- [The problem]: Repeat each of these records exactly.

Collected data entries
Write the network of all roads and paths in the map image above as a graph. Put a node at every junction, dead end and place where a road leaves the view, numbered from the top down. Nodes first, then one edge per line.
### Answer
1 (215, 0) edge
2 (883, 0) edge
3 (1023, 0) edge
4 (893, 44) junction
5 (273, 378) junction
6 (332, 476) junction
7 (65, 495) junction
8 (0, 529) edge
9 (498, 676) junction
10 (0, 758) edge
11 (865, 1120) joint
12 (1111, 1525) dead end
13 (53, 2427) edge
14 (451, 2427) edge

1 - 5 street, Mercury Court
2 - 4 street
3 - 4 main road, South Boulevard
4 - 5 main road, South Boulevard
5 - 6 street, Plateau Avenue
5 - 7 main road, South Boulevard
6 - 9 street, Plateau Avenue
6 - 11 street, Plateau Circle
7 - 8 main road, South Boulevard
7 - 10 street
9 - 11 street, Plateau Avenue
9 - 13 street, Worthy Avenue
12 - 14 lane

- [Result of this task]:
Write the network of all roads and paths in the map image above as a graph. Put a node at every junction, dead end and place where a road leaves the view, numbered from the top down. Nodes first, then one edge per line.
### Answer
1 (215, 0) edge
2 (883, 0) edge
3 (1023, 0) edge
4 (893, 44) junction
5 (273, 378) junction
6 (332, 476) junction
7 (65, 495) junction
8 (0, 529) edge
9 (498, 676) junction
10 (0, 758) edge
11 (865, 1120) joint
12 (1111, 1525) dead end
13 (53, 2427) edge
14 (451, 2427) edge

1 - 5 street, Mercury Court
2 - 4 street
3 - 4 main road, South Boulevard
4 - 5 main road, South Boulevard
5 - 6 street, Plateau Avenue
5 - 7 main road, South Boulevard
6 - 9 street, Plateau Avenue
6 - 11 street, Plateau Circle
7 - 8 main road, South Boulevard
7 - 10 street
9 - 11 street, Plateau Avenue
9 - 13 street, Worthy Avenue
12 - 14 lane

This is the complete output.